TASK INPUT:
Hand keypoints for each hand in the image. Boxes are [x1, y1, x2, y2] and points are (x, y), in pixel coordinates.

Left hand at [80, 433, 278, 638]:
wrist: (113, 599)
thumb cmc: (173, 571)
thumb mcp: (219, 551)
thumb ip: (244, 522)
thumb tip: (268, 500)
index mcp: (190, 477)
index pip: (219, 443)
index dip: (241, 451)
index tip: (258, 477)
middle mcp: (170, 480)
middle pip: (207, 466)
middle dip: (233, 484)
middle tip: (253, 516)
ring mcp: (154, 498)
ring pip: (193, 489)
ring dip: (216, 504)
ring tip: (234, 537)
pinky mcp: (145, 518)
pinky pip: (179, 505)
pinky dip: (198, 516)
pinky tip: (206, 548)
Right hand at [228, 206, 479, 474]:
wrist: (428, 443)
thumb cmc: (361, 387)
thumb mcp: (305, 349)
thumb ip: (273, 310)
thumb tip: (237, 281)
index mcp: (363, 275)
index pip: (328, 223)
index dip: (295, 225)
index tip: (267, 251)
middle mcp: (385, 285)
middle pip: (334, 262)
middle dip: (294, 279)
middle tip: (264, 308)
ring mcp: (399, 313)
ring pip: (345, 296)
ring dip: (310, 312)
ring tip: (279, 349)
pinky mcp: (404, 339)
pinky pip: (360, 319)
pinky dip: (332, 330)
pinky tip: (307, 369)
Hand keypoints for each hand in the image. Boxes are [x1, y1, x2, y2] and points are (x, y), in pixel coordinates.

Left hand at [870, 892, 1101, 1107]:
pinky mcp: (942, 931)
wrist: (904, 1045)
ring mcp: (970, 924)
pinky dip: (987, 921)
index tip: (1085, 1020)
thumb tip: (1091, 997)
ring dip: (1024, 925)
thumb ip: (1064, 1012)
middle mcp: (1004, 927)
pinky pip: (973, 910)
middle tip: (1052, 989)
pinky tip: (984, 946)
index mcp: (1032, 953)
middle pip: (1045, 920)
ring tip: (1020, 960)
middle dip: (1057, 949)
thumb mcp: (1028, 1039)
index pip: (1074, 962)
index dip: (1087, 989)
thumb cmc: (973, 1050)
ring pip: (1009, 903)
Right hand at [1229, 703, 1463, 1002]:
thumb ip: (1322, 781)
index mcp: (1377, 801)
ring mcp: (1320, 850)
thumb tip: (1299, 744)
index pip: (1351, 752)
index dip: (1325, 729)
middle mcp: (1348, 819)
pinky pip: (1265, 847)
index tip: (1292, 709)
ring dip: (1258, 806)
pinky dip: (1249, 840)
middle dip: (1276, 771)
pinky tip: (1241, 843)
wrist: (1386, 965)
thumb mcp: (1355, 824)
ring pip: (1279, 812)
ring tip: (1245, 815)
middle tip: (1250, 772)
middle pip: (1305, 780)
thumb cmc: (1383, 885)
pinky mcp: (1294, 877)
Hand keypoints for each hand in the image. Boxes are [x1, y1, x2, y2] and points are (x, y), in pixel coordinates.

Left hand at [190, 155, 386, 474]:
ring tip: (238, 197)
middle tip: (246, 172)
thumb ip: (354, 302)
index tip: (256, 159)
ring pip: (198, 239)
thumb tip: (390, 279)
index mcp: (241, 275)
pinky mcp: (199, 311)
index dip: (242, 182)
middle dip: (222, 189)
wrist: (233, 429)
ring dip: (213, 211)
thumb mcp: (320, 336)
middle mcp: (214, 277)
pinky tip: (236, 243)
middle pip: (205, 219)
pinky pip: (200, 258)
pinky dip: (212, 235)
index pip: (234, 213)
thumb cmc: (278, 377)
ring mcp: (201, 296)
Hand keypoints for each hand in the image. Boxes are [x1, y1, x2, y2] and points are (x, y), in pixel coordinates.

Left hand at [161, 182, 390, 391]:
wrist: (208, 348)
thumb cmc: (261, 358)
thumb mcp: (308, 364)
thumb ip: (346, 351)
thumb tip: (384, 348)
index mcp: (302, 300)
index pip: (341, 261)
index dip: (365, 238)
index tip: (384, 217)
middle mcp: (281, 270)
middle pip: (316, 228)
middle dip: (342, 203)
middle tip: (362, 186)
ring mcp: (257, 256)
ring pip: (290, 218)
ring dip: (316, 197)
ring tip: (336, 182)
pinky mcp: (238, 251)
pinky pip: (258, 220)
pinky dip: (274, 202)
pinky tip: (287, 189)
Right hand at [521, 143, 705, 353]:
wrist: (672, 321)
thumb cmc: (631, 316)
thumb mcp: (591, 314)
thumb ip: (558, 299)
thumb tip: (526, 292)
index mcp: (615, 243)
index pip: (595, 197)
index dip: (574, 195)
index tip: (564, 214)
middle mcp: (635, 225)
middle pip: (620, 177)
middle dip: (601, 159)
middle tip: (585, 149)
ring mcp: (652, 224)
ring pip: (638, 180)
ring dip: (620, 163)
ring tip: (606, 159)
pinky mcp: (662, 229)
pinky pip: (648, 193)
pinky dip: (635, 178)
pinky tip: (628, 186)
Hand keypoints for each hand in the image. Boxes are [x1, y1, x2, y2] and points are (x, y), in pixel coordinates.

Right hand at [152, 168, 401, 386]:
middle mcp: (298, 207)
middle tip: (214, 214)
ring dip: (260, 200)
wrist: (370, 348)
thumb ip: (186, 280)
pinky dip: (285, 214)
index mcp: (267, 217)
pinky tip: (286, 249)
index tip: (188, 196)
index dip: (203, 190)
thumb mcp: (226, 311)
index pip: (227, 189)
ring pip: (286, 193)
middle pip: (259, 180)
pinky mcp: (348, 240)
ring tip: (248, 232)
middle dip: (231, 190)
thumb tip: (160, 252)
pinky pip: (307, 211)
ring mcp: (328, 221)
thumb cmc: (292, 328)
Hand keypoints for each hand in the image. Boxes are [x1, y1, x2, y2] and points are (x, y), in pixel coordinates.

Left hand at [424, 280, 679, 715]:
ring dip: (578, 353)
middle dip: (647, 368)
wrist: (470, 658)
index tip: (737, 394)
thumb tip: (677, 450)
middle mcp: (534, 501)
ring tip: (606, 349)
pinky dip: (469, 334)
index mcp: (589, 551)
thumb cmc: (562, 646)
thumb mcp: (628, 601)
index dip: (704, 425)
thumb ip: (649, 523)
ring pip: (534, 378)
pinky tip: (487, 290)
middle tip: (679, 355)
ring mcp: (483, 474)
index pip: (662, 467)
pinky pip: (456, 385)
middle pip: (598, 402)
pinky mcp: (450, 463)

THE TASK: The records are given above. Copy each line in them that holds "Left".

RESULT FOR THIS EXERCISE:
Left hand at [80, 433, 278, 638]:
Left hand at [870, 892, 1101, 1107]:
Left hand at [190, 155, 386, 474]:
Left hand at [161, 182, 390, 391]:
Left hand at [424, 280, 679, 715]:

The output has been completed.